Po przyjęciu projektu przez Stały Komitet Rady Ministrów, wicepremier, minister gospodarki Janusz Piechociński mówił: "Czekamy już tylko na pozytywną opinię Rady Ministrów, dzięki której możliwe będą kolejne inwestycje. Według informacji przekazanych nam przez strefy mamy obecnie 70 inwestorów zainteresowanych prowadzeniem działalności w SSE".
Rozporządzenie ws. pomocy publicznej udzielanej przedsiębiorcom działającym w Specjalnych Strefach Ekonomicznych ma dostosować polskie przepisy dot. udzielania regionalnej pomocy inwestycyjnej do zasad unijnych, a tym samym umożliwić udzielanie takiej pomocy w latach 2014-2020.
Czytaj: Przedsiębiorcy chwalą zmiany dot. specjalnych stref ekonomicznych>>>
Zgodnie z nowym rozporządzeniem unijnym program pomocowy, którego roczne wydatki z tytułu pomocy państwa przekraczają 150 mln euro, wymaga zgłoszenia Komisji Europejskiej.
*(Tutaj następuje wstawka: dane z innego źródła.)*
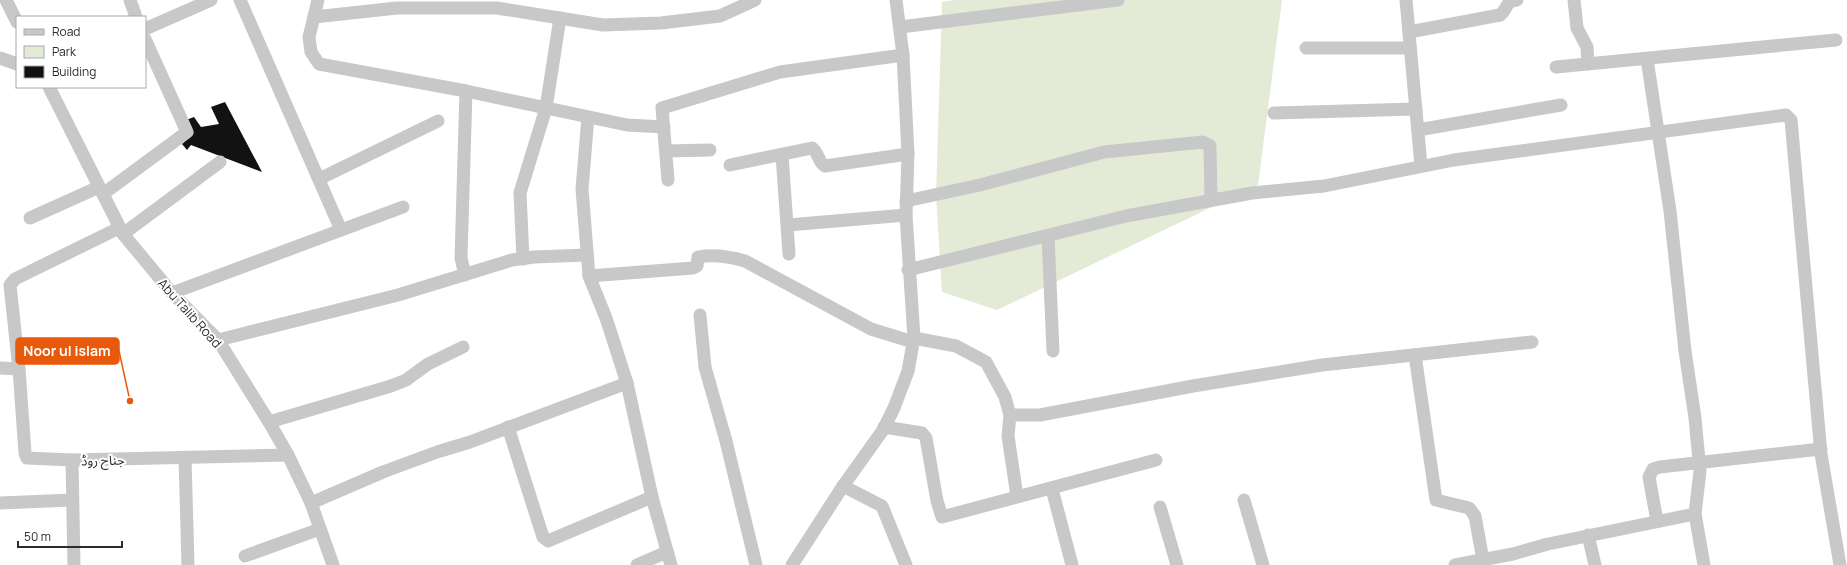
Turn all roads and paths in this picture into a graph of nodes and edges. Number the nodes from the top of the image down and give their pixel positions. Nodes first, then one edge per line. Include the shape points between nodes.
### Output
1 (6, 0) edge
2 (130, 0) edge
3 (211, 0) edge
4 (240, 0) edge
5 (318, 0) edge
6 (755, 0) edge
7 (896, 0) edge
8 (1118, 0) edge
9 (1406, 0) edge
10 (1518, 0) edge
11 (1574, 0) edge
12 (397, 4) edge
13 (136, 16) edge
14 (314, 17) junction
15 (560, 18) junction
16 (16, 20) edge
17 (900, 27) junction
18 (146, 29) edge
19 (1409, 32) junction
20 (1836, 40) dead end
21 (146, 41) edge
22 (1306, 48) dead end
23 (1410, 48) junction
24 (903, 55) junction
25 (0, 58) edge
26 (1647, 59) junction
27 (16, 64) edge
28 (1588, 64) junction
29 (1556, 67) dead end
30 (50, 88) edge
31 (466, 91) junction
32 (1561, 105) dead end
33 (546, 108) junction
34 (1416, 109) junction
35 (1274, 113) dead end
36 (588, 117) junction
37 (438, 121) dead end
38 (664, 127) junction
39 (1418, 130) junction
40 (1658, 133) junction
41 (710, 150) dead end
42 (666, 151) junction
43 (908, 154) junction
44 (782, 155) junction
45 (220, 162) dead end
46 (730, 166) dead end
47 (1421, 166) junction
48 (319, 178) junction
49 (668, 180) dead end
50 (101, 191) junction
51 (906, 200) junction
52 (1211, 200) junction
53 (402, 207) dead end
54 (906, 215) junction
55 (30, 218) dead end
56 (788, 226) junction
57 (341, 230) junction
58 (121, 231) junction
59 (1048, 236) junction
60 (789, 254) dead end
61 (587, 255) junction
62 (522, 259) junction
63 (908, 270) junction
64 (465, 275) junction
65 (589, 276) junction
66 (172, 293) junction
67 (700, 315) dead end
68 (218, 340) junction
69 (914, 340) junction
70 (1532, 342) dead end
71 (463, 347) dead end
72 (1053, 351) dead end
73 (1415, 355) junction
74 (0, 368) edge
75 (19, 369) junction
76 (626, 383) junction
77 (1010, 415) junction
78 (269, 422) junction
79 (508, 427) junction
80 (884, 427) junction
81 (1821, 449) junction
82 (288, 455) junction
83 (185, 458) junction
84 (72, 460) junction
85 (1156, 460) dead end
86 (1699, 462) junction
87 (843, 486) junction
88 (1052, 489) junction
89 (1017, 496) junction
90 (652, 497) junction
91 (72, 500) junction
92 (1244, 500) dead end
93 (0, 503) edge
94 (311, 503) junction
95 (1160, 507) dead end
96 (1695, 514) junction
97 (1657, 521) junction
98 (320, 529) junction
99 (1588, 535) junction
100 (667, 552) junction
101 (245, 556) dead end
102 (1514, 559) edge
103 (1483, 560) junction
104 (74, 565) edge
105 (188, 565) edge
106 (333, 565) edge
107 (638, 565) edge
108 (671, 565) edge
109 (756, 565) edge
110 (792, 565) edge
111 (906, 565) edge
112 (1072, 565) edge
113 (1177, 565) edge
114 (1263, 565) edge
115 (1455, 565) edge
116 (1595, 565) edge
117 (1704, 565) edge
118 (1840, 565) edge

1 - 16 street
2 - 13 street
3 - 18 street
4 - 48 street
5 - 14 street
6 - 15 street via 720,16 661,23 603,25
7 - 17 street
8 - 17 street
9 - 19 street
10 - 19 street via 1510,1 1500,15
11 - 28 street via 1577,28 1587,48
12 - 14 street
12 - 15 street via 497,8
14 - 31 street via 309,37 311,52 319,64
15 - 33 street
17 - 24 street
19 - 23 street
20 - 26 street
21 - 50 street via 187,132
22 - 23 street
23 - 34 street
24 - 38 street via 780,72 750,80 662,108
24 - 43 street
25 - 27 street
26 - 28 street
26 - 40 street
28 - 29 street
30 - 50 street, Abu Talib Road
31 - 33 street
31 - 64 street via 461,258
32 - 39 street
33 - 36 street
33 - 62 street via 520,193
34 - 35 street
34 - 39 street
36 - 38 street via 627,125
36 - 61 street via 582,189
37 - 48 street
38 - 42 street
39 - 47 street
40 - 47 street
40 - 81 street via 1786,115 1791,120
40 - 86 street via 1670,211
41 - 42 street
42 - 49 street
43 - 44 street via 825,166 821,164 816,151 812,148
43 - 51 street
44 - 46 street
44 - 56 street
45 - 58 street
47 - 52 street via 1324,186
48 - 57 street
50 - 55 street
50 - 58 street, Abu Talib Road
51 - 52 street via 980,185 1104,152 1203,142 1210,146
51 - 54 street
52 - 59 street via 1142,212
53 - 57 street
54 - 56 street
54 - 63 street
56 - 60 street
57 - 66 street
58 - 66 street, Abu Talib Road
58 - 75 street via 21,276 10,285
59 - 63 street
59 - 72 street
61 - 62 street
61 - 65 street
62 - 64 street
63 - 69 street
64 - 68 street via 398,295
65 - 69 street via 693,268 698,266 698,257 706,255 737,259 870,329
65 - 76 street via 606,318
66 - 68 street, Abu Talib Road
67 - 109 street via 705,367
68 - 78 street, Abu Talib Road
69 - 77 street via 956,346 986,362 1005,397
69 - 80 street via 908,372
70 - 73 street
71 - 78 street via 391,386
73 - 77 street via 1322,365 1040,415
73 - 103 street via 1436,500 1469,508 1475,516
74 - 75 street
75 - 84 street, جناح روڈ via 25,453 28,458
76 - 79 street
76 - 90 street
77 - 89 street via 1008,436
78 - 82 street, Abu Talib Road
79 - 90 street via 543,537 548,541
79 - 94 street via 383,472
80 - 87 street
80 - 89 street via 922,433 926,438 942,517
81 - 86 street
81 - 118 street
82 - 83 street, جناح روڈ
82 - 94 street, Abu Talib Road
83 - 84 street, جناح روڈ
83 - 105 street
84 - 91 street
85 - 88 street
86 - 96 street
86 - 97 street via 1653,469 1649,477
87 - 110 street
87 - 111 street via 882,506
88 - 89 street
88 - 112 street
90 - 100 street
91 - 93 street
91 - 104 street
92 - 114 street
94 - 98 street, Abu Talib Road
95 - 113 street
96 - 97 street
96 - 117 street
97 - 99 street
98 - 101 street
98 - 106 street, Abu Talib Road
99 - 102 street via 1548,544
99 - 116 street
100 - 107 street
100 - 108 street
102 - 103 street
103 - 115 street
Jak informują autorzy projektu, z uwagi na specyfikę pomocy publicznej udzielanej przedsiębiorcom strefowym w formie zwolnień podatkowych (pomoc rozłożona nawet na kilkanaście lat) oraz zasadę, że dniem udzielenia pomocy publicznej jest dzień wydania zezwolenia, roczne wydatki z tytułu pomocy szacowane są na podstawie wysokości kosztów ujętych w zezwoleniach wydanych w jednym roku oraz intensywności pomocy określonej w mapie pomocy regionalnej.
"Średnia roczna wysokość kosztów określonych w zezwoleniach wydanych w ciągu ostatnich trzech lat wyniosła 6,5 mld zł. Przyjmując, że w latach następnych średnioroczne koszty inwestycji wyniosą 6 mld zł, a średnia intensywność wyniesie 35 proc., szacunkowa maksymalna wartość pomocy może osiągnąć ok. 500 mln euro rocznie, co oznacza konieczność uzyskania zgody Komisji Europejskiej na program pomocowy specjalnych stref ekonomicznych" - czytamy w uzasadnieniu projektu. Dlatego projekt rozporządzenia ma dostosować polskie prawo do nowych unijnych uregulowań.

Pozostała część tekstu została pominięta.